Dude needs to check his ego in my opinion, design is a team sport and anyone
can mock up random _dribbble_ worthy interfaces in an afternoon and think they
deserve the title of designer then diss others who have a 4 year degree in
fields related to understanding human behavior, not just art or graphic design
(although art degrees are good if you solely focus on visual design due to
color theory, typography, understanding design aesthetics, design critiquing
etc.)

tl;dr

UI designer ≠ UX designer

------
rdiddly
The best bit was his take on the famed Google "adult daycare" workplace theme
- essentially saying it's a clutter problem.
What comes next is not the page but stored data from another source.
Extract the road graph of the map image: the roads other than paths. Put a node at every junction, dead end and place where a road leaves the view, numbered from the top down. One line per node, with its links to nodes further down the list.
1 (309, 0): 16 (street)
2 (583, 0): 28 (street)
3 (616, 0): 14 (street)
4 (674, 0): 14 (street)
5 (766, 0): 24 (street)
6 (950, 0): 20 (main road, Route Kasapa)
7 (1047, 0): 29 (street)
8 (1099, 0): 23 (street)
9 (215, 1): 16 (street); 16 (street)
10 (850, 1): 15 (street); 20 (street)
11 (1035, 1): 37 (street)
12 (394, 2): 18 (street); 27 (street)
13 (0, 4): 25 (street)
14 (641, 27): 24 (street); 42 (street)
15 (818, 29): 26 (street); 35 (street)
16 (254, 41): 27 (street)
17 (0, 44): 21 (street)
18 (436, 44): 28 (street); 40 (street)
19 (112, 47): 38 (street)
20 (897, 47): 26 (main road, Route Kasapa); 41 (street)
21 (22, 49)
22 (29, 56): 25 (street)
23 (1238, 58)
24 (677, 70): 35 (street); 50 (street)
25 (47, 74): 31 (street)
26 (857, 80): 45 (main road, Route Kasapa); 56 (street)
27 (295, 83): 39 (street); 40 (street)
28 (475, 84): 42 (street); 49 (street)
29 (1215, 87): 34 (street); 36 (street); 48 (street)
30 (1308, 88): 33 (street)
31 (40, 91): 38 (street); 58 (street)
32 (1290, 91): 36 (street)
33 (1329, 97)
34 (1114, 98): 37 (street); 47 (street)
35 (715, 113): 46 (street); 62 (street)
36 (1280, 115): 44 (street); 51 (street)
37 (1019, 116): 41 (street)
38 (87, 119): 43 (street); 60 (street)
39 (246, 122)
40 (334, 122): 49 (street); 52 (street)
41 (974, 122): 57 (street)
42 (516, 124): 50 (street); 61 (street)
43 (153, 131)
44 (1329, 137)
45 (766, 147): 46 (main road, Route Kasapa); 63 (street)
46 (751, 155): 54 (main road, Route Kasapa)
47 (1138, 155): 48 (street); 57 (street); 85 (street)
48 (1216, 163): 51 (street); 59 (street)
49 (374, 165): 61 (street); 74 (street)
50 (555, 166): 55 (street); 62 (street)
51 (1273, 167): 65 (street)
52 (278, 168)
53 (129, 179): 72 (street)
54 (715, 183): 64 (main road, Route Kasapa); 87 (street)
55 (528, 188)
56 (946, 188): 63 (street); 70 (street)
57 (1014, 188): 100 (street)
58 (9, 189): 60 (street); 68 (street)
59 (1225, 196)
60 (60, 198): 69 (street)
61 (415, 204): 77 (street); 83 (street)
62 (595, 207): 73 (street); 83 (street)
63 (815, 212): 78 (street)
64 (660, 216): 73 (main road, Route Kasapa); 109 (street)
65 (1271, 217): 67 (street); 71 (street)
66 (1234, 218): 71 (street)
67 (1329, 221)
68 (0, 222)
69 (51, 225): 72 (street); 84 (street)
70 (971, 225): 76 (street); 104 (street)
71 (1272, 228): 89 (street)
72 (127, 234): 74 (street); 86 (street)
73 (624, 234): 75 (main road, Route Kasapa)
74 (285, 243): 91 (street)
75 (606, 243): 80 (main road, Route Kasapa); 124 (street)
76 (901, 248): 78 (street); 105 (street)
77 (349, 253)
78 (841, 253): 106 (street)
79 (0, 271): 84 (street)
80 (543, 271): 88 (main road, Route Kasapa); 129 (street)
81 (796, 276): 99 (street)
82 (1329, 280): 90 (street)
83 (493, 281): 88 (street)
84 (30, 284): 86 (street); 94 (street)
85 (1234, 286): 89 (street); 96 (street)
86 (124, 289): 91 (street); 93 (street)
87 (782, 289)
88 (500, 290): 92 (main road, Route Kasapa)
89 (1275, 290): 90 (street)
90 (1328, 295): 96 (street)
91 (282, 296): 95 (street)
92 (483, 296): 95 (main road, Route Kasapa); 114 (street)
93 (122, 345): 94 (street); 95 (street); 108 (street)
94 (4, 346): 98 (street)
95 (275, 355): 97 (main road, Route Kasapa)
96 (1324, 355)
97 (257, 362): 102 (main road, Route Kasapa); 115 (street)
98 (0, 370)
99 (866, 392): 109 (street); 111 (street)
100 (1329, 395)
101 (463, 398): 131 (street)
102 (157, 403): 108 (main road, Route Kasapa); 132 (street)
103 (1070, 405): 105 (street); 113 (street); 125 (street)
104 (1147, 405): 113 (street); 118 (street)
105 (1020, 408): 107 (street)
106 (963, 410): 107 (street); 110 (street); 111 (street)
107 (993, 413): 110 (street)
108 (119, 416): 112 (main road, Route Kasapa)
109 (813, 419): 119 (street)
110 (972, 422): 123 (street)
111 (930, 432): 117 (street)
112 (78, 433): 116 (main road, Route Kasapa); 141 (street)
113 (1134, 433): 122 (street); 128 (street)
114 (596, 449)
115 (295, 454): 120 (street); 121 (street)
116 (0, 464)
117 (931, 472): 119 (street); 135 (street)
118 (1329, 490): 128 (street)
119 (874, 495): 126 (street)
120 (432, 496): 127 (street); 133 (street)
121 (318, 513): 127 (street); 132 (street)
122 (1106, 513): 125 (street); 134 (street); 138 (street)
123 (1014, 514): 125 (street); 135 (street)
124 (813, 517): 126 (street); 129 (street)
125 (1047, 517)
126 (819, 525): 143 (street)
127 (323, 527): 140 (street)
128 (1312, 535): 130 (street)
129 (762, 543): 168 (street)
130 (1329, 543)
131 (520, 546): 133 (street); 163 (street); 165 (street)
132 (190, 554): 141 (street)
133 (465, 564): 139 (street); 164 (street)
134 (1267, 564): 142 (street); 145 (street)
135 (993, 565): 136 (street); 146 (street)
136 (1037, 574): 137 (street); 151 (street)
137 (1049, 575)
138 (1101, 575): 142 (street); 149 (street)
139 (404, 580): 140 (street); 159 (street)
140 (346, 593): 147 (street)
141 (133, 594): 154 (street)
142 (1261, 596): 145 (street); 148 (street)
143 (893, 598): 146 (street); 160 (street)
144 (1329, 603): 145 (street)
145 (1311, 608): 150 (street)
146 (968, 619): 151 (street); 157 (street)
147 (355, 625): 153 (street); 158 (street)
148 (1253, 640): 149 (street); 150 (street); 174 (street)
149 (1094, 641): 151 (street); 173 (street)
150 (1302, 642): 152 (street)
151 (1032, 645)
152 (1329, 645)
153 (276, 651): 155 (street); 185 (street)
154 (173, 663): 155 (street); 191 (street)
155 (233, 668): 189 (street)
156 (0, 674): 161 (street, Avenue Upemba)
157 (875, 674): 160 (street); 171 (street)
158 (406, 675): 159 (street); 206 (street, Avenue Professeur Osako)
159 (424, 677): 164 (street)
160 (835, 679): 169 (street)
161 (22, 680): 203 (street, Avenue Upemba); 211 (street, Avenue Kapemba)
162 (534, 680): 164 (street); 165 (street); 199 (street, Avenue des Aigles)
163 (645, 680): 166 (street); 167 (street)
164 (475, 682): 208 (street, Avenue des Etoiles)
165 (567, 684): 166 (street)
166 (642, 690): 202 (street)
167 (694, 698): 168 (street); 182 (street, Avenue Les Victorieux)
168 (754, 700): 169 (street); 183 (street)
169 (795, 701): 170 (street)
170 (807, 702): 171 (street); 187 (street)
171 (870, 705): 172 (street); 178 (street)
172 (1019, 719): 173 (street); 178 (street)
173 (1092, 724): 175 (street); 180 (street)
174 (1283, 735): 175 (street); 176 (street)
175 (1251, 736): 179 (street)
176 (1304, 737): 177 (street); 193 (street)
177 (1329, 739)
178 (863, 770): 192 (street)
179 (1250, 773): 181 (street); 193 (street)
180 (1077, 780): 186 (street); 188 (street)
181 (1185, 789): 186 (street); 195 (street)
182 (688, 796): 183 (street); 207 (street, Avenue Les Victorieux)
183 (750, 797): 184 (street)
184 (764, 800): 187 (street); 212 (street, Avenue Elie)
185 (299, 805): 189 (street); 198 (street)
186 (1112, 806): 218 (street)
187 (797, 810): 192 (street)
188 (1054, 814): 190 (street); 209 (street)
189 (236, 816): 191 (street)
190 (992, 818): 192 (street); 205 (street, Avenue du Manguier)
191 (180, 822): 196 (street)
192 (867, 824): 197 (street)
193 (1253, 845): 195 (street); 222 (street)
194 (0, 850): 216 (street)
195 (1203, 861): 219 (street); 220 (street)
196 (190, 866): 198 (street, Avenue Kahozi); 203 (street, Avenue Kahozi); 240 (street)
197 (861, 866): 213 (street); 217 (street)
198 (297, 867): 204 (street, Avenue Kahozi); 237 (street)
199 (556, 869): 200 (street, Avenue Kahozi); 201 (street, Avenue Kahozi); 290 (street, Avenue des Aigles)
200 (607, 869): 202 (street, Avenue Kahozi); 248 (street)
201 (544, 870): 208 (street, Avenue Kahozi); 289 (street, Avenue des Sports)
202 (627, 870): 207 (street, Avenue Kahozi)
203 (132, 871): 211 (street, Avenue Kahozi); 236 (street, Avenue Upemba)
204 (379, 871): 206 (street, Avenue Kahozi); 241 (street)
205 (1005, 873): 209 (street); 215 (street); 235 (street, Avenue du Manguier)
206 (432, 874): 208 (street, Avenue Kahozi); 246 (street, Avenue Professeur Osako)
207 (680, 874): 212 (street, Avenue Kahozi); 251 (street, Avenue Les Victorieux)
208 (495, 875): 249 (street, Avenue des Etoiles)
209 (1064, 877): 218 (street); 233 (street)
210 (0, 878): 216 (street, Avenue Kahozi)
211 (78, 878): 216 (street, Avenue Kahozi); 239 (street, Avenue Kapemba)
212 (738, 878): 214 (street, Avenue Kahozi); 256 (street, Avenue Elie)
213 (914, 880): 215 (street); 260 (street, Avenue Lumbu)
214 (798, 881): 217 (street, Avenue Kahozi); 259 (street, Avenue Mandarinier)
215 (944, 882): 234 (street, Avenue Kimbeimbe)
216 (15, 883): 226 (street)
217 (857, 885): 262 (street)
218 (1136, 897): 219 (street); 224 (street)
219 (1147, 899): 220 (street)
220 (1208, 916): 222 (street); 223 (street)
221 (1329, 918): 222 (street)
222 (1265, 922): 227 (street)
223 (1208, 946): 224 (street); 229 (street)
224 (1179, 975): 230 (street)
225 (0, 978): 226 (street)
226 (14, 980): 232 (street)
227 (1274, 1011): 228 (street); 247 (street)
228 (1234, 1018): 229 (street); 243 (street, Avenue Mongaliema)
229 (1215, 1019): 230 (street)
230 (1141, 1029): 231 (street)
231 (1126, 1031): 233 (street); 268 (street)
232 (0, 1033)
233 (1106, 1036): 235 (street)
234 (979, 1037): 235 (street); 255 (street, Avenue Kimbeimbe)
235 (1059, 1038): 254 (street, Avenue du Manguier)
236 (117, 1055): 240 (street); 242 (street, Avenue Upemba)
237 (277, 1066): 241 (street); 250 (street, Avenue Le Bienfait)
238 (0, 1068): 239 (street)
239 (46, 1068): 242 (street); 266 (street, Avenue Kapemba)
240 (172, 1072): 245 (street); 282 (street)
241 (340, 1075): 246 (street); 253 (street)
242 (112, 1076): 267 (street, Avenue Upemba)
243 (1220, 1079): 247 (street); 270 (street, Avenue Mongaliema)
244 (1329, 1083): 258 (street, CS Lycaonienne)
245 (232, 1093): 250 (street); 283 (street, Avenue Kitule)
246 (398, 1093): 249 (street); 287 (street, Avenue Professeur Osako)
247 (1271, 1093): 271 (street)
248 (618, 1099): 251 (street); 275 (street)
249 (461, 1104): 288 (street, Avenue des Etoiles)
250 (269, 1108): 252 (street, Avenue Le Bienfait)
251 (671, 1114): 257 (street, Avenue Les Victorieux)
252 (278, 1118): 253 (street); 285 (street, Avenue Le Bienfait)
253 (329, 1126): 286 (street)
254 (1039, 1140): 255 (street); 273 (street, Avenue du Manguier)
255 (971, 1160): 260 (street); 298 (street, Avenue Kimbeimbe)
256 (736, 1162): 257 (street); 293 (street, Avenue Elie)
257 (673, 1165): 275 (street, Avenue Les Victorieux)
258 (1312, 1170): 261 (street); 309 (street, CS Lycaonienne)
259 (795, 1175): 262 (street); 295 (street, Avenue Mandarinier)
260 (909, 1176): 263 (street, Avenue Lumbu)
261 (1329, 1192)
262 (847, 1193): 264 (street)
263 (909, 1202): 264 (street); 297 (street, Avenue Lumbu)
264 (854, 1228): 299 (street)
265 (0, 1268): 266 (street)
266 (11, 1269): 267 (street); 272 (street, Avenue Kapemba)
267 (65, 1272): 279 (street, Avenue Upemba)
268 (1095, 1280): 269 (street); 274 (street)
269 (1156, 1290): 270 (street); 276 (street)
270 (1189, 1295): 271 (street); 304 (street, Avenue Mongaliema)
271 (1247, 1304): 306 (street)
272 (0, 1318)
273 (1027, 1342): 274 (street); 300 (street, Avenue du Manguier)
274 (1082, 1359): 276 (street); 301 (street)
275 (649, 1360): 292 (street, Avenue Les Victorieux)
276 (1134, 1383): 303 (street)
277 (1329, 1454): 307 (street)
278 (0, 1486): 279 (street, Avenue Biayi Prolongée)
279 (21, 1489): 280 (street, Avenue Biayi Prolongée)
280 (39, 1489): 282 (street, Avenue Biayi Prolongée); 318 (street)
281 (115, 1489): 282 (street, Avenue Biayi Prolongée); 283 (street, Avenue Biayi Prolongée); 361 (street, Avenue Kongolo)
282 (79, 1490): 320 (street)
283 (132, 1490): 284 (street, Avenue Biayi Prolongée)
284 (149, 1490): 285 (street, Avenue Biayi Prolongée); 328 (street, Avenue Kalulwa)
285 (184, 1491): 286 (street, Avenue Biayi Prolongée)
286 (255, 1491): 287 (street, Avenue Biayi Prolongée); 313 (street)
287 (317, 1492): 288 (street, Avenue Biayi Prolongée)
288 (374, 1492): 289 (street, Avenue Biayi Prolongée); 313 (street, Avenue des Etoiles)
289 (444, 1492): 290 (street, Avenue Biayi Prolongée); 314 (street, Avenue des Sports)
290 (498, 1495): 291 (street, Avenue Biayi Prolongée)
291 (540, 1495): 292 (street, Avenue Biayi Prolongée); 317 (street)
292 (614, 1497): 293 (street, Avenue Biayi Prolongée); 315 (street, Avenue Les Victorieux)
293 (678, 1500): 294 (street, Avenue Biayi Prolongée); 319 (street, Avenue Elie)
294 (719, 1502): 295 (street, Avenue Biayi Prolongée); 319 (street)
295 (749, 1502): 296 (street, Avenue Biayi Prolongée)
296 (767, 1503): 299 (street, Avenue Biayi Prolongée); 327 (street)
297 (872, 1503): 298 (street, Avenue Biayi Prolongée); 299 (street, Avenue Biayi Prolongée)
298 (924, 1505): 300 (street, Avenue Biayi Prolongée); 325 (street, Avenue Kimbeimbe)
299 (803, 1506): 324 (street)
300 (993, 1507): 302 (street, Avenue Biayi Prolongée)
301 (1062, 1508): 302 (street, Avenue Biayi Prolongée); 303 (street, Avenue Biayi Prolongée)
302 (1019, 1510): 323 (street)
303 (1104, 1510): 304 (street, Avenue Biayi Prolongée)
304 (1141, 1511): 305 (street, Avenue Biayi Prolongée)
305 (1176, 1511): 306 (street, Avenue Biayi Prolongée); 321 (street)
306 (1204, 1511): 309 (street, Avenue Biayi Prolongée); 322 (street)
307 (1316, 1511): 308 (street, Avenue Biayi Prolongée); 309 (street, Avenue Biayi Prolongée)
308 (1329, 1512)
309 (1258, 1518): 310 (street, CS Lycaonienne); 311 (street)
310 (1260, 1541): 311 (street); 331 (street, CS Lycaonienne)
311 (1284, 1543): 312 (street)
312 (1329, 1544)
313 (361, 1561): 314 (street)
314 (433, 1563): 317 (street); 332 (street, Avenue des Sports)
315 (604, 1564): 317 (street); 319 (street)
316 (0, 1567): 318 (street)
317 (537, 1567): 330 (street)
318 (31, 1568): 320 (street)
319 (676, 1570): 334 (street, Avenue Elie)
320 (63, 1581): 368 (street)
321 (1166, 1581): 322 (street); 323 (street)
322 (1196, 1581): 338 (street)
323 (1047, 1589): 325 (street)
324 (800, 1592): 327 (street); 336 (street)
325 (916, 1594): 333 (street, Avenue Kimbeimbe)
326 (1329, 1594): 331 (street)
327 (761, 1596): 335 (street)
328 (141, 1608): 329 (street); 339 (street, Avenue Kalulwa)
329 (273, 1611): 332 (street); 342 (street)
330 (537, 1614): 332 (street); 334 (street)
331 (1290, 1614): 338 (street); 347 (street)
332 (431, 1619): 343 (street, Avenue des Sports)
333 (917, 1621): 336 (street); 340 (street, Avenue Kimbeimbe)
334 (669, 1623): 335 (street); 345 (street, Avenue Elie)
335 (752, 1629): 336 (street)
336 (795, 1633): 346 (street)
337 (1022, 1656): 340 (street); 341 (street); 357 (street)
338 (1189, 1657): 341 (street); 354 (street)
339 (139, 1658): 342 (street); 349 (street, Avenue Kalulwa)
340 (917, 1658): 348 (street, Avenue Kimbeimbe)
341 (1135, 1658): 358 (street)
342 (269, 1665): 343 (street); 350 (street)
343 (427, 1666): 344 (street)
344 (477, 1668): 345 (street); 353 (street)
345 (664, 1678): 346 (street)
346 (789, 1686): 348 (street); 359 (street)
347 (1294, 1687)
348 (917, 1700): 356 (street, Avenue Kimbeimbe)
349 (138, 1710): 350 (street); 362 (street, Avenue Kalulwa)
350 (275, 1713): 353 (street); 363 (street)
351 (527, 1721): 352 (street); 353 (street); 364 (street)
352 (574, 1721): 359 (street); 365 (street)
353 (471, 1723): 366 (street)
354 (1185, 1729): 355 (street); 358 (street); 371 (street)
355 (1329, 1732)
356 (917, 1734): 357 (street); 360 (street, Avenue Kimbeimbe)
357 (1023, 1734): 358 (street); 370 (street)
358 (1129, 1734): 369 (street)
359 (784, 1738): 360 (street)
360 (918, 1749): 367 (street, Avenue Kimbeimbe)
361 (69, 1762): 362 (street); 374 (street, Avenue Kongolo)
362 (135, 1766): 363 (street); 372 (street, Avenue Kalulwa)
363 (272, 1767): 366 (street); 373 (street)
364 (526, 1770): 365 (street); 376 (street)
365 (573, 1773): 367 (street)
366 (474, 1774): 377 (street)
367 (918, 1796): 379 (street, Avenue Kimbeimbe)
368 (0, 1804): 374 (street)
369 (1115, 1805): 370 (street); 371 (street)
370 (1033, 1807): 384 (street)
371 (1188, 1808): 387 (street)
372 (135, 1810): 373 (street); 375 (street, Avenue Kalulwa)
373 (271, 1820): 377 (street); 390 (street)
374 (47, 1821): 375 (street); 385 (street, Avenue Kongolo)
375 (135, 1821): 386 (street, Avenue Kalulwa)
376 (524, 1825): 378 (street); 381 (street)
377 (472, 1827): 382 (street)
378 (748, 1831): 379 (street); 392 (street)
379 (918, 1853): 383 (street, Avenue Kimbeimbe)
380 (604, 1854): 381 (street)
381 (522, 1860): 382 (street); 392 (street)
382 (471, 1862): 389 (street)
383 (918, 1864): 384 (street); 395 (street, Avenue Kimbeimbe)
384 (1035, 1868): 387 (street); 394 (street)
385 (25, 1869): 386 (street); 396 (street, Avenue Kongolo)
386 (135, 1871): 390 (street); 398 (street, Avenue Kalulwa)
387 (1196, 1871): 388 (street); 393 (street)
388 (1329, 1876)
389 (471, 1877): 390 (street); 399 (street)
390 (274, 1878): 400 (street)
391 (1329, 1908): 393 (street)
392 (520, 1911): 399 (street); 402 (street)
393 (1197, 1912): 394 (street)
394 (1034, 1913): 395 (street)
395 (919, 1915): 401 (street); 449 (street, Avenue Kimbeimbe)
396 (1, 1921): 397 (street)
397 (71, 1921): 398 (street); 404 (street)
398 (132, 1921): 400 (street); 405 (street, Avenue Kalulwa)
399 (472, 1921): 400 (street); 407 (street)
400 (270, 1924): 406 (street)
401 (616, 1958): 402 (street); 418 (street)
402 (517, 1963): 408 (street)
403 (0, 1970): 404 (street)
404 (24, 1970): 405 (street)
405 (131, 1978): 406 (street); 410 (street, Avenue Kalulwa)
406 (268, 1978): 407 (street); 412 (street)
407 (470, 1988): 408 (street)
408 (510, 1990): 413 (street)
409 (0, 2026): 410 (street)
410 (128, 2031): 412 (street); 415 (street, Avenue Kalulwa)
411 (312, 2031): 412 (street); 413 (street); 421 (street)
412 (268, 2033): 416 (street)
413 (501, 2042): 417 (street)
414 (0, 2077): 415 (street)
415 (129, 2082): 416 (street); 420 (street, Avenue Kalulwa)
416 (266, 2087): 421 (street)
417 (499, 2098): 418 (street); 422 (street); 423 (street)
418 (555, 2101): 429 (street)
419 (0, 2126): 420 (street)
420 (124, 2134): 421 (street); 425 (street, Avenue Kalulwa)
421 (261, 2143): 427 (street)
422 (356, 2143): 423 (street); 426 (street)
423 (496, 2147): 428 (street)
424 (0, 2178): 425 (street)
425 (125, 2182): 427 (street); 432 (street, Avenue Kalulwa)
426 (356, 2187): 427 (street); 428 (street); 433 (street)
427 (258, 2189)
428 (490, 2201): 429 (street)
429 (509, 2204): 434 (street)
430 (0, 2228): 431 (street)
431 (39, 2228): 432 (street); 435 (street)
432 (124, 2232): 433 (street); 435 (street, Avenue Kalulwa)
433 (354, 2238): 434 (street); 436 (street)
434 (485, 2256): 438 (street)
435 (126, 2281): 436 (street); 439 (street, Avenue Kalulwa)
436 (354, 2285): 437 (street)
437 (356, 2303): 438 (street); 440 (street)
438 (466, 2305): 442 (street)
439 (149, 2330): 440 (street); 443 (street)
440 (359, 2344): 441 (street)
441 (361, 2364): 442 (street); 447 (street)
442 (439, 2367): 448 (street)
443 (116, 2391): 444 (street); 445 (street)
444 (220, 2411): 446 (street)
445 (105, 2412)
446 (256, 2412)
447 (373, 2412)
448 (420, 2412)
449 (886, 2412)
But this guy is a dumpster fire.

------
jstewartmobile
I have never read a corporate butthurt story with this kind of flow--not on
Medium anyway.

@morganknutson, your writing style is on point.

------
joe_momma
"They just wanted THEIR work to be used, or to be able to take credit for it.
I hate that weak ass shit." My favorite part, it sucks he lost someone in the
whole process...

------
jiveturkey
auto-bio: a very serious person doing very serious and important things

that’s all you need to know. can stop reading right there

------
wizdumb
For anyone interested, "Emerald Sea" was the project code name for G+.

------
chris_wot
Hmmm this is interesting, but too much anger. I’m taking it with a grain of
salt. This is definitely no rachelbythebay.

------
dvfjsdhgfv
It's a sad story. His tweets provide the background for why he decided to
write all this.

------
the-dude
Unhinged guy does not like Google, his boss or his collegues. Why is this at
the top?

------
jiveturkey
i especially like how he has nothing but disdain for jack dorsey but is
perfectly happy to tweet the day away

------
yuhong
I was complaining about some of the problems in a few HN posts back then.